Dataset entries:
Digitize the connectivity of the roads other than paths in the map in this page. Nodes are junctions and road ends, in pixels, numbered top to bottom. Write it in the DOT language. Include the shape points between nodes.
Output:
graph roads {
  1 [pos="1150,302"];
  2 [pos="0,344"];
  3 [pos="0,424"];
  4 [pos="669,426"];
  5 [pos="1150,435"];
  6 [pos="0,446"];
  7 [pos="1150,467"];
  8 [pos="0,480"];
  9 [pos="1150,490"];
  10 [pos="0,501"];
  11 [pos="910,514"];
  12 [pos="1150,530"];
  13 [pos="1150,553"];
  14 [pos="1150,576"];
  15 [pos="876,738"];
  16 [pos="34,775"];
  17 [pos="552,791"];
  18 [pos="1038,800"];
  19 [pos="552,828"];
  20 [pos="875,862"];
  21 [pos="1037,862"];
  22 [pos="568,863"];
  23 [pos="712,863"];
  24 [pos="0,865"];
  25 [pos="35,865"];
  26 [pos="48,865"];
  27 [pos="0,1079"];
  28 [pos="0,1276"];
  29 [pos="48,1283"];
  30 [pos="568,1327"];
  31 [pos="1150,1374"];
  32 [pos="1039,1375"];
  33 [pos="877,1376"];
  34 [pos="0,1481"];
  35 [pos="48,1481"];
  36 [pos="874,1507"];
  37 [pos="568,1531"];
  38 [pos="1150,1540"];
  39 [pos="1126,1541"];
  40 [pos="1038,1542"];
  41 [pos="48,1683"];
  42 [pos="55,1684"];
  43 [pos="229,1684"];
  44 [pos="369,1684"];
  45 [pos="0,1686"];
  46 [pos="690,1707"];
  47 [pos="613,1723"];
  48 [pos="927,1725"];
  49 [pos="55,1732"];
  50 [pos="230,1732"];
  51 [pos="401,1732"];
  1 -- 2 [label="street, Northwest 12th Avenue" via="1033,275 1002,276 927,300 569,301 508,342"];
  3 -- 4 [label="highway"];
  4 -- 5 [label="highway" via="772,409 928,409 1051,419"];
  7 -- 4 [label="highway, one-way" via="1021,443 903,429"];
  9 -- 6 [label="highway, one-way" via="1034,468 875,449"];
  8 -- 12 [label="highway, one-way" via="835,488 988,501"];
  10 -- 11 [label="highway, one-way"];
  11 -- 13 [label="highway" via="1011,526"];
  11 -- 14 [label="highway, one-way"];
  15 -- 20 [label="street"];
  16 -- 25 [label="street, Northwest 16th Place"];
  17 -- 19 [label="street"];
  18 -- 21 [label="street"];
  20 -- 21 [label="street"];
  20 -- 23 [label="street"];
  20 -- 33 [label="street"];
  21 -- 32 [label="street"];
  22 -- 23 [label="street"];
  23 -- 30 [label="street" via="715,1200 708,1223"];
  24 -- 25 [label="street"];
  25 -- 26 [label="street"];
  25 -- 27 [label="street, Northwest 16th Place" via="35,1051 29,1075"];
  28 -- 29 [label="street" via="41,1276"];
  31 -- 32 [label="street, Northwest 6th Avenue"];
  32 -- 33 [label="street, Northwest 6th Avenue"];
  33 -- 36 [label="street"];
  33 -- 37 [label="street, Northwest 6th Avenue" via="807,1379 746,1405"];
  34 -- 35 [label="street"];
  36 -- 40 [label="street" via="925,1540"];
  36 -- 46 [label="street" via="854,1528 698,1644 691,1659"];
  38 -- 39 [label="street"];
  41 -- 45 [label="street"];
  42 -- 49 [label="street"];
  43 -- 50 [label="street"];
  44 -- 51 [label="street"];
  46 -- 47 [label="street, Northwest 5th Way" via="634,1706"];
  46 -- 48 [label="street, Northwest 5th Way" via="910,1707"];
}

PROBLEM DETAILS => Every record above needs to be copied exactly.

RESULT OF THE EXERCISE =>
Digitize the connectivity of the roads other than paths in the map in this page. Nodes are junctions and road ends, in pixels, numbered top to bottom. Write it in the DOT language. Include the shape points between nodes.
Output:
graph roads {
  1 [pos="1150,302"];
  2 [pos="0,344"];
  3 [pos="0,424"];
  4 [pos="669,426"];
  5 [pos="1150,435"];
  6 [pos="0,446"];
  7 [pos="1150,467"];
  8 [pos="0,480"];
  9 [pos="1150,490"];
  10 [pos="0,501"];
  11 [pos="910,514"];
  12 [pos="1150,530"];
  13 [pos="1150,553"];
  14 [pos="1150,576"];
  15 [pos="876,738"];
  16 [pos="34,775"];
  17 [pos="552,791"];
  18 [pos="1038,800"];
  19 [pos="552,828"];
  20 [pos="875,862"];
  21 [pos="1037,862"];
  22 [pos="568,863"];
  23 [pos="712,863"];
  24 [pos="0,865"];
  25 [pos="35,865"];
  26 [pos="48,865"];
  27 [pos="0,1079"];
  28 [pos="0,1276"];
  29 [pos="48,1283"];
  30 [pos="568,1327"];
  31 [pos="1150,1374"];
  32 [pos="1039,1375"];
  33 [pos="877,1376"];
  34 [pos="0,1481"];
  35 [pos="48,1481"];
  36 [pos="874,1507"];
  37 [pos="568,1531"];
  38 [pos="1150,1540"];
  39 [pos="1126,1541"];
  40 [pos="1038,1542"];
  41 [pos="48,1683"];
  42 [pos="55,1684"];
  43 [pos="229,1684"];
  44 [pos="369,1684"];
  45 [pos="0,1686"];
  46 [pos="690,1707"];
  47 [pos="613,1723"];
  48 [pos="927,1725"];
  49 [pos="55,1732"];
  50 [pos="230,1732"];
  51 [pos="401,1732"];
  1 -- 2 [label="street, Northwest 12th Avenue" via="1033,275 1002,276 927,300 569,301 508,342"];
  3 -- 4 [label="highway"];
  4 -- 5 [label="highway" via="772,409 928,409 1051,419"];
  7 -- 4 [label="highway, one-way" via="1021,443 903,429"];
  9 -- 6 [label="highway, one-way" via="1034,468 875,449"];
  8 -- 12 [label="highway, one-way" via="835,488 988,501"];
  10 -- 11 [label="highway, one-way"];
  11 -- 13 [label="highway" via="1011,526"];
  11 -- 14 [label="highway, one-way"];
  15 -- 20 [label="street"];
  16 -- 25 [label="street, Northwest 16th Place"];
  17 -- 19 [label="street"];
  18 -- 21 [label="street"];
  20 -- 21 [label="street"];
  20 -- 23 [label="street"];
  20 -- 33 [label="street"];
  21 -- 32 [label="street"];
  22 -- 23 [label="street"];
  23 -- 30 [label="street" via="715,1200 708,1223"];
  24 -- 25 [label="street"];
  25 -- 26 [label="street"];
  25 -- 27 [label="street, Northwest 16th Place" via="35,1051 29,1075"];
  28 -- 29 [label="street" via="41,1276"];
  31 -- 32 [label="street, Northwest 6th Avenue"];
  32 -- 33 [label="street, Northwest 6th Avenue"];
  33 -- 36 [label="street"];
  33 -- 37 [label="street, Northwest 6th Avenue" via="807,1379 746,1405"];
  34 -- 35 [label="street"];
  36 -- 40 [label="street" via="925,1540"];
  36 -- 46 [label="street" via="854,1528 698,1644 691,1659"];
  38 -- 39 [label="street"];
  41 -- 45 [label="street"];
  42 -- 49 [label="street"];
  43 -- 50 [label="street"];
  44 -- 51 [label="street"];
  46 -- 47 [label="street, Northwest 5th Way" via="634,1706"];
  46 -- 48 [label="street, Northwest 5th Way" via="910,1707"];
}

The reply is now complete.